NO-dependent blood pressure regulation in RGS2-deficient mice

The regulator of G protein signaling (RGS) 2, a GTPase-activating protein, is activated via the nitric oxide (NO)-cGMP pathway and thereby may influence blood pressure regulation. To test that notion, we measured mean arterial blood pressure (MAP) and heart rate (HR) with telemetry in Nω-nitro-l-arginine methyl ester (l-NAME, 5 mg l-NAME/10 ml tap water)-treated RGS2-deficient (RGS2−/−) and RGS2-sufficient (RGS2+/+) mice and assessed autonomic function.
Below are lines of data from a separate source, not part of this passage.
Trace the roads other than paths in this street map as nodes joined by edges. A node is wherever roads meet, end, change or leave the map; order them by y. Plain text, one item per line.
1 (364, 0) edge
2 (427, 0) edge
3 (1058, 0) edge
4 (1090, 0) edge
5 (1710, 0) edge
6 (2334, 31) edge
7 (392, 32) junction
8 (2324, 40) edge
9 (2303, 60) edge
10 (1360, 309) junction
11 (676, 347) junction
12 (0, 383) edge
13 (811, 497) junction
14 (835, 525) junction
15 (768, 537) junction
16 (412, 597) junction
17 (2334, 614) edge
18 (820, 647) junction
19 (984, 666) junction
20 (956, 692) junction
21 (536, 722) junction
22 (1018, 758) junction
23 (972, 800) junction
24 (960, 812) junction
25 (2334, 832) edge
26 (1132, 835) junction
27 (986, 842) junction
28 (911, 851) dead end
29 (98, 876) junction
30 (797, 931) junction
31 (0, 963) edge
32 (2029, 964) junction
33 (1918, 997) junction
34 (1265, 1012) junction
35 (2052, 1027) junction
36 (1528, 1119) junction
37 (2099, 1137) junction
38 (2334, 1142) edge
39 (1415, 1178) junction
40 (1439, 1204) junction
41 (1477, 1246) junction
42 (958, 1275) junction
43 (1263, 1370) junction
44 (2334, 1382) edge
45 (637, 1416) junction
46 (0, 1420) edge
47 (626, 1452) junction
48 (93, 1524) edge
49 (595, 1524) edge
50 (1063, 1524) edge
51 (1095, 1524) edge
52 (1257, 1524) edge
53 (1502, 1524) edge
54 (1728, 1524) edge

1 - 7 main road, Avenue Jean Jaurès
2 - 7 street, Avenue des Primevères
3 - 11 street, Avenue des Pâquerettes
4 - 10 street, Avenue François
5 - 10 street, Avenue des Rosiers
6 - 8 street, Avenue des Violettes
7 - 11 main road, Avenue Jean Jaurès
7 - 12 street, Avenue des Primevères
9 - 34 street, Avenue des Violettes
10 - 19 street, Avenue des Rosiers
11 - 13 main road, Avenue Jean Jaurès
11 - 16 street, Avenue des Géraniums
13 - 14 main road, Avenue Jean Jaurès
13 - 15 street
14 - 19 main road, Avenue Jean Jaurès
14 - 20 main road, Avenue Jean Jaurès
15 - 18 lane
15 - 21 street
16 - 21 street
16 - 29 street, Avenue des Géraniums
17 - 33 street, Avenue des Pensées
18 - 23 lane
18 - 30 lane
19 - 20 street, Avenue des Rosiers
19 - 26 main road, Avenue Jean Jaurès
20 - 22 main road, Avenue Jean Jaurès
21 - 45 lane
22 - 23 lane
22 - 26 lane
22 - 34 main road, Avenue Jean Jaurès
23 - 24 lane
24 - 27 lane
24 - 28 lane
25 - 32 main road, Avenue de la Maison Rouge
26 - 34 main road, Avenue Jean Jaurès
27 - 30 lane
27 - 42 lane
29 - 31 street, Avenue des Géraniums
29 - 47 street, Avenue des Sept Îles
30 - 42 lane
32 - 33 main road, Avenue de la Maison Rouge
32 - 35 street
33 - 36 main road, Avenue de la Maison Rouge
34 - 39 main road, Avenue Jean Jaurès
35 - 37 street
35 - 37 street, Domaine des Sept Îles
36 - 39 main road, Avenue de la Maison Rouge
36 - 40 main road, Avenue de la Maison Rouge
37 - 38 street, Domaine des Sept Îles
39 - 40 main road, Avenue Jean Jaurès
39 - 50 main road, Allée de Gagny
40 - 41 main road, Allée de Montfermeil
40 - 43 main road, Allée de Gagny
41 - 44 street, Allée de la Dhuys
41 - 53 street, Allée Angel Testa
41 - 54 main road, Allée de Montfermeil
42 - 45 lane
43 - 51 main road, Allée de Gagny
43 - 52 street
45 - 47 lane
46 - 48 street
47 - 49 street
Without l-NAME, RGS2−/− mice showed during day and night a similar increase of MAP compared with controls. l-NAME treatment increased MAP in both strains. nNOS is involved in this l-NAME-dependent blood pressure increase, since 7-nitroindazole increased MAP by 8 and 9 mmHg ( P < 0.05) in both strains. The l-NAME-induced MAP increase of 14–15 mmHg during night was similar in both strains. However, the l-NAME-induced MAP increase during the day was smaller in RGS2−/− than in RGS2+/+ (11 ± 1 vs. 17 ± 2 mmHg; P < 0.05). Urinary norepinephrine and epinephrine excretion was higher in RGS2−/− than in RGS2+/+ mice. The MAP decrease after prazosin was more pronounced in l-NAME-RGS2−/−. HR variability parameters [root mean square of successive differences (RMSSD), low-frequency (LF) power, and high-frequency (HF) power] and baroreflex sensitivity were increased in RGS2−/−. Atropine and atropine plus metoprolol markedly reduced RMSSD, LF, and HF. Our data suggest an interaction between RGS2 and the NO-cGMP pathway. The blunted l-NAME response in RGS2−/− during the day suggests impaired NO signaling. The MAP increases during the active phase in RGS2−/− mice may be related to central sympathetic activation and increased vascular adrenergic responsiveness.